Heat treatment of flint very often makes it much easier to work. Longer, thinner flakes can often be struck from the core, and the stone becomes more glassy, with a greasy look to the conchoidal surfaces left after a flake has been struck.






Heat-Treating Experiments With Onondaga Chert:Preliminary Results


Text below is an adaptation of the paper by Frank L. Cowan

The original paper may be seen at http://wings.buffalo.edu/anthropology/Lithics/Files/thermal.pdf



chonchoidal fracture
Photo of conchoidal fracture in quartz from:
http://dn.redwoods.edu/coursenotes/renner/geo_images/rocks_minerals/minerals/conchoidal-fracture.jpg




Several researchers have used scanning electron microscopy to determine the effect of heat treatment on cherts, a variety of microcrystalline quartz.

They found that heat-treated cherts fracture to form much smoother surfaces. In unheated cherts, a fracture goes around the grains and microcrystals, leaving a rough surface. In heated cherts, the fracture goes through the microcrystals themselves, which results in a much smoother surface. This smoother surface reflects light more evenly and produces an increased surface luster or "greasy" texture that is quite visible and serves as an indication of heat treatment.

The heat treatment appears to fuse the crystals together, which means that when a flint is knapped, the flint acts more like glass than a crystalline substance, giving much sharper surfaces.

Heat treatment results in a small weight loss probably due to loss of water from the chert.

In most cherts and other microcrystalline quartz such as flint, successful heat treatment involves raising the temperature of the stone to at least 275°C, and maintaining that temperature for several hours. Some varieties need to be taken to 450 - 500 °C, others only need 350 - 400°C.

It would seem that darker coloured flints need less heat than lighter coloured cherts.

The maximum temperature for successful heat treatment is firmly fixed at 573°C because of the crystalline properties of quartz.

If the flint is heated rapidly, it will explode because of moisture trapped in the flint, and too rapid cooling will spoil the stone by crazing fractures.

Once the method is understood and worked out for a particular type of flint or chert, failures are rare.

Fire As an Engineering Tool of Early Modern Humans

Adapted from Brown et al (2009)


Abstract:
The controlled use of fire was a breakthrough adaptation in human evolution. It first provided heat and light and later allowed the physical properties of materials to be manipulated for the production of ceramics and metals. The analysis of tools at multiple sites shows that the source stone materials were systematically manipulated with fire to improve their flaking properties. Heat treatment predominates among silcrete tools at ~72 thousand years ago (ka) and appears as early as 164 ka at Pinnacle Point, on the south coast of South Africa. Heat treatment demands a sophisticated knowledge of fire and an elevated cognitive ability and appears at roughly the same time as widespread evidence for symbolic behavior.

The authors found that the silcretes available at the site in South Africa were difficult to flake consistently into formal tools without heat treatment.

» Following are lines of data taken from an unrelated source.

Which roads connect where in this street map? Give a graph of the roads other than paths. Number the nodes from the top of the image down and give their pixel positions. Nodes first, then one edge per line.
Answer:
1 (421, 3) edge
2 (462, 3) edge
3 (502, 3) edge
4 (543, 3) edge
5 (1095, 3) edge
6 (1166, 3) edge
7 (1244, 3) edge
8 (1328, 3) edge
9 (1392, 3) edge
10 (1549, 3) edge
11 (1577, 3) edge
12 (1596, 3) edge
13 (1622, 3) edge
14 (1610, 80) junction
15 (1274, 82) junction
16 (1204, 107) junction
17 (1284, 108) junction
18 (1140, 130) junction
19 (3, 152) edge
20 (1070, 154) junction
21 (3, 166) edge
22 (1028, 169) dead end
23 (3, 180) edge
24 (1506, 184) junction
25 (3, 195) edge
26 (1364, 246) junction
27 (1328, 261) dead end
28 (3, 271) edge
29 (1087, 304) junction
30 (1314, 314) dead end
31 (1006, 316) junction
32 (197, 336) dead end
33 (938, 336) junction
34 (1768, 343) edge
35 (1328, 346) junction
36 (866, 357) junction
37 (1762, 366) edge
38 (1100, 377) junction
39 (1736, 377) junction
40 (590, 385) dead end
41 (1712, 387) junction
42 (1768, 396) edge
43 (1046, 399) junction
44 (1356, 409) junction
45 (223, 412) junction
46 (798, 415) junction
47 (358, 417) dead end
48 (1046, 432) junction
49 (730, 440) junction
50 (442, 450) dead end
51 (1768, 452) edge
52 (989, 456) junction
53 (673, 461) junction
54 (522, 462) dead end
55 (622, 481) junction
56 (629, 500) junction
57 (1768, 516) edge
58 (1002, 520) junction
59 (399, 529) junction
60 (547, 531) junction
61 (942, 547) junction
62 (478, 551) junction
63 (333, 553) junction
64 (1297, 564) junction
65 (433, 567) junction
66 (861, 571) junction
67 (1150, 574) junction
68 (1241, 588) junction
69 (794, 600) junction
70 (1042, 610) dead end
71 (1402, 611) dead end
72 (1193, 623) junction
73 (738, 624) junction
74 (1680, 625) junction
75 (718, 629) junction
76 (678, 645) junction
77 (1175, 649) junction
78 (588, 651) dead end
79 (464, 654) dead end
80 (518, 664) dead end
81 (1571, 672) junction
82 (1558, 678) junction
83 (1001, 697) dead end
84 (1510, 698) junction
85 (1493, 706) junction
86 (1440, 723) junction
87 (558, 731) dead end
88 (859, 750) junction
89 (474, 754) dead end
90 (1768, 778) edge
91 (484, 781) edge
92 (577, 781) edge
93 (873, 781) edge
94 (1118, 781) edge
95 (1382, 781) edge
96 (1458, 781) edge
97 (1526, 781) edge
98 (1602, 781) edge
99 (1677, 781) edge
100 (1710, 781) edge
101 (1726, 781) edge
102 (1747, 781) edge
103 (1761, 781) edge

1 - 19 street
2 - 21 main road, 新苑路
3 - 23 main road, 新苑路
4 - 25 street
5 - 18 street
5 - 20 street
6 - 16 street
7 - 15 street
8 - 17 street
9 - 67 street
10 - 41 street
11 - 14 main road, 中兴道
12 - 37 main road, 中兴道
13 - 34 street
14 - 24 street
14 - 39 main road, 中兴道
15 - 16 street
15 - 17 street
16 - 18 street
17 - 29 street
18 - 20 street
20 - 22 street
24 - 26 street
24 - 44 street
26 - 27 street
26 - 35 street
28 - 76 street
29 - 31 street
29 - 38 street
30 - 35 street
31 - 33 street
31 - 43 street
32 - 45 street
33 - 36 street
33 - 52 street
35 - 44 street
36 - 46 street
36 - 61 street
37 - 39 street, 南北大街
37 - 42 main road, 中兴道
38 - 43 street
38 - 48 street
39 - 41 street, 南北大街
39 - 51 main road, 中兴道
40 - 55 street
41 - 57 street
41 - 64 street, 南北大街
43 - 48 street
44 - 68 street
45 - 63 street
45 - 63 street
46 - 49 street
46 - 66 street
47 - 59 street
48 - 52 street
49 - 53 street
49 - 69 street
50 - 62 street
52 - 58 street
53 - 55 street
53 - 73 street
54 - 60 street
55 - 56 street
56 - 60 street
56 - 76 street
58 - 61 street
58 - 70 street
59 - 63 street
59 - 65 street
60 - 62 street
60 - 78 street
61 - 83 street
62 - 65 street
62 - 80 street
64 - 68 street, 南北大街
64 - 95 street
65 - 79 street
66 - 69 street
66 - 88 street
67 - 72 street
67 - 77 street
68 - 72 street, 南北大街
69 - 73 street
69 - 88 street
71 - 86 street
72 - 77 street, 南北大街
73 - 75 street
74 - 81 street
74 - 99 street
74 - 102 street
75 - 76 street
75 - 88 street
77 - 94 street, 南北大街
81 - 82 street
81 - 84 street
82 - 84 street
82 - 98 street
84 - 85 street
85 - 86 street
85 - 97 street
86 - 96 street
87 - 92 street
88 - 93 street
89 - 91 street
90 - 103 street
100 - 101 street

In Australia, indigenous peoples have used heat treatment on silcretes until relatively recently in the Kimberley region of northern Australia.

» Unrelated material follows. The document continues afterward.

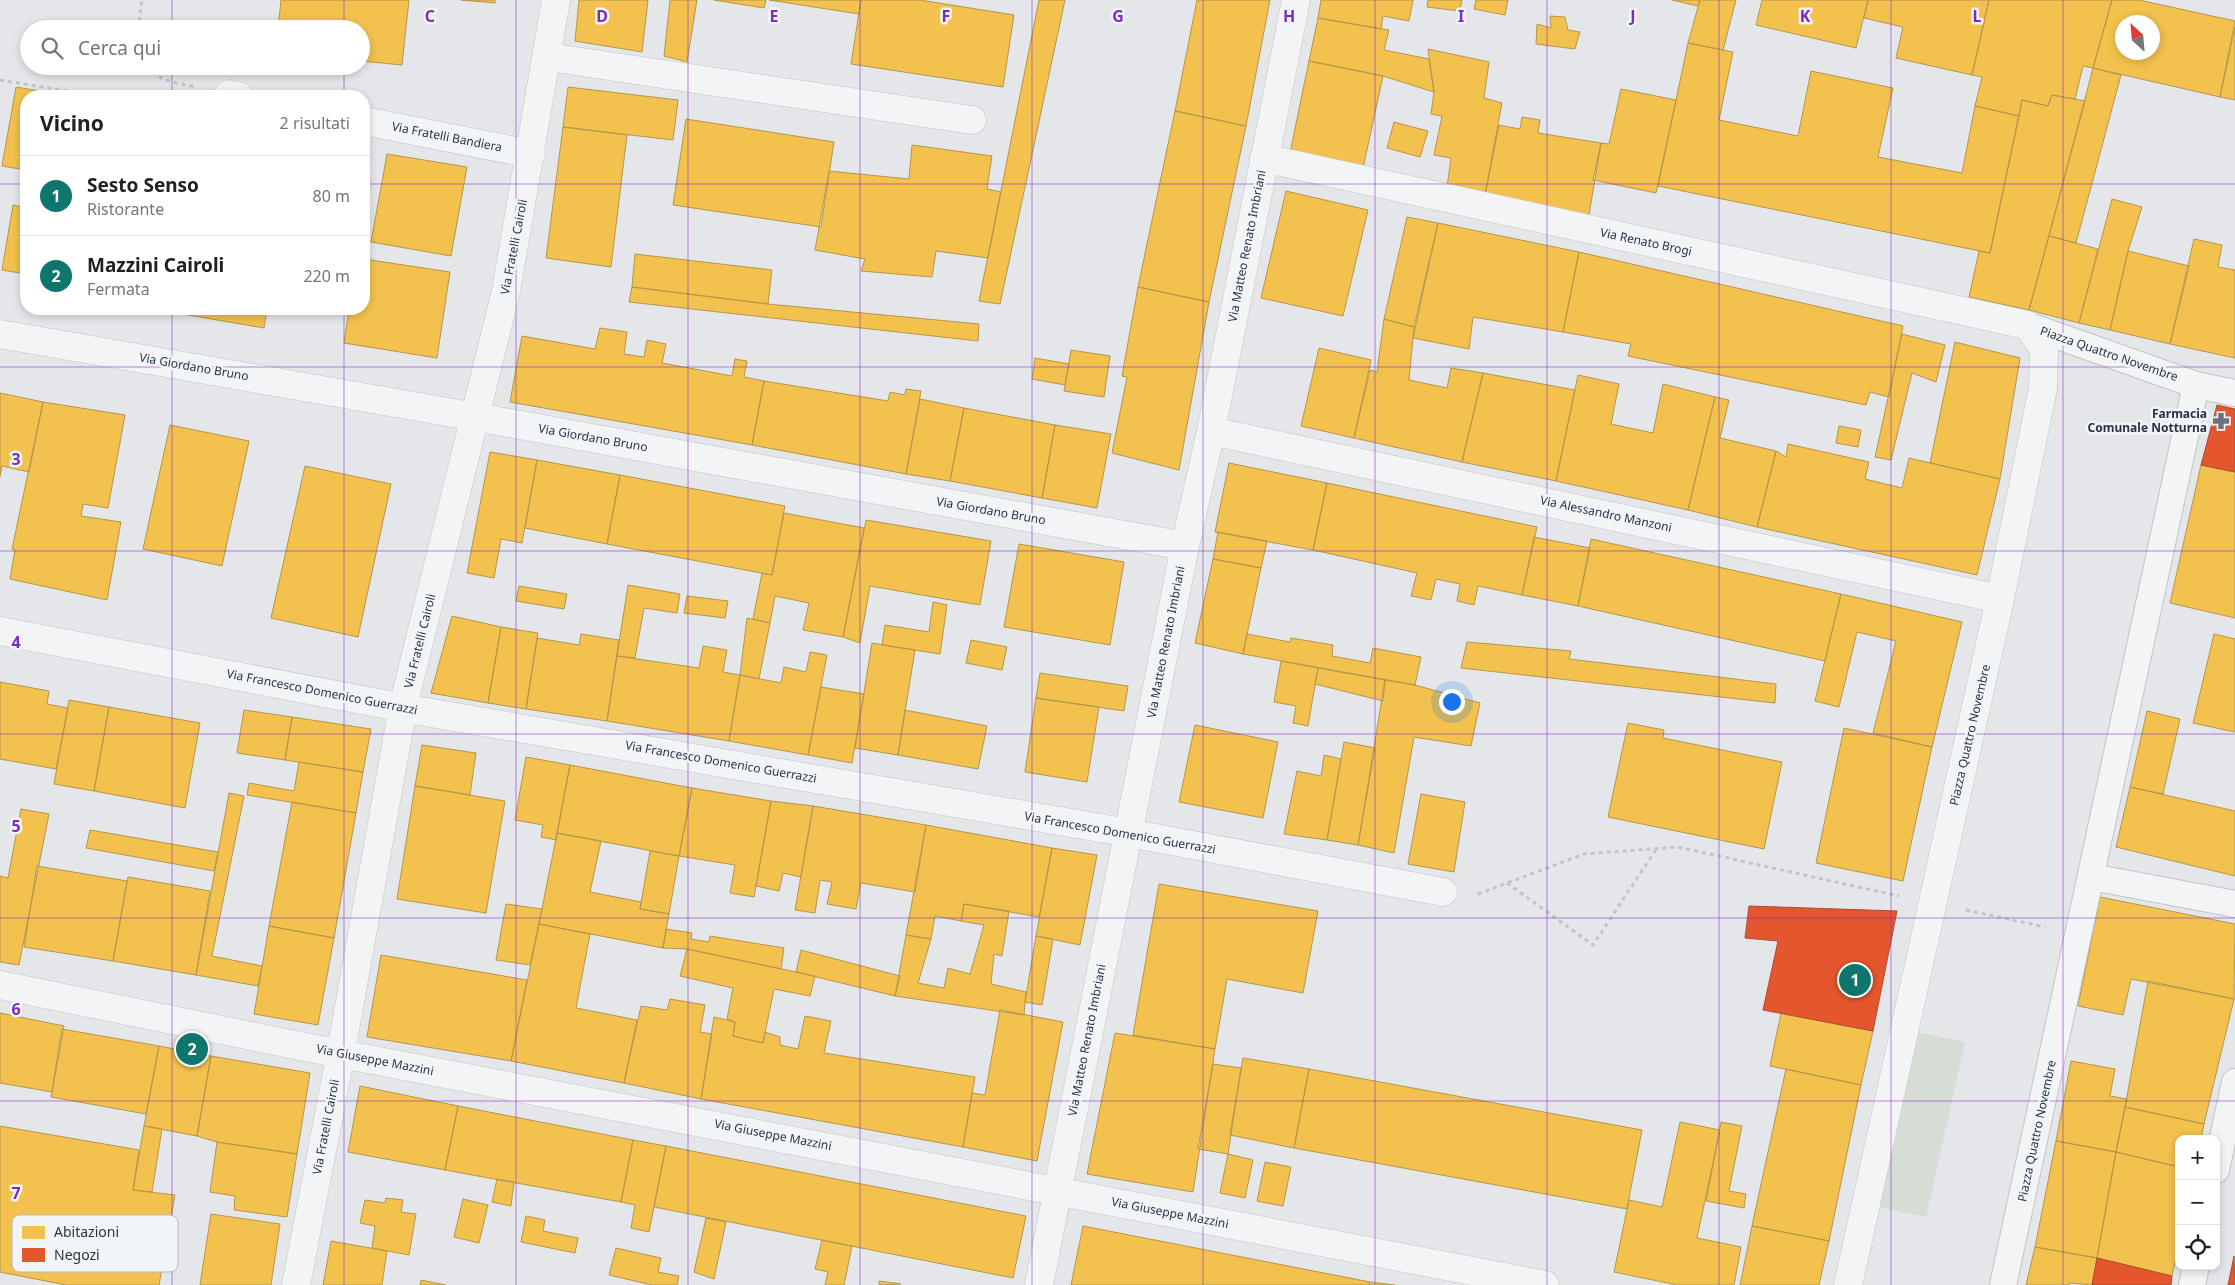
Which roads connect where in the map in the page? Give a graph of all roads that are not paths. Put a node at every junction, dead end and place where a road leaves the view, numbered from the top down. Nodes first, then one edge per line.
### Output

Silcrete responds to heat treatment with significant improvement in workability and has a greater tolerance for high temperatures than do chert and flint. Following this lead, the authors found that heated South African silcrete is significantly more workable than unheated materials, and both bladelets and bifaces are easier to flake, with higher success rates. This transformation in workability was remarkably obvious when flaking both heated and unheated silcrete from the same source.

They collected silcrete samples from sources located within 100 km of Pinnacle Point. Experimental silcrete samples were slowly heated to ~350°C in a scientific furnace or in sand beneath a fire pit.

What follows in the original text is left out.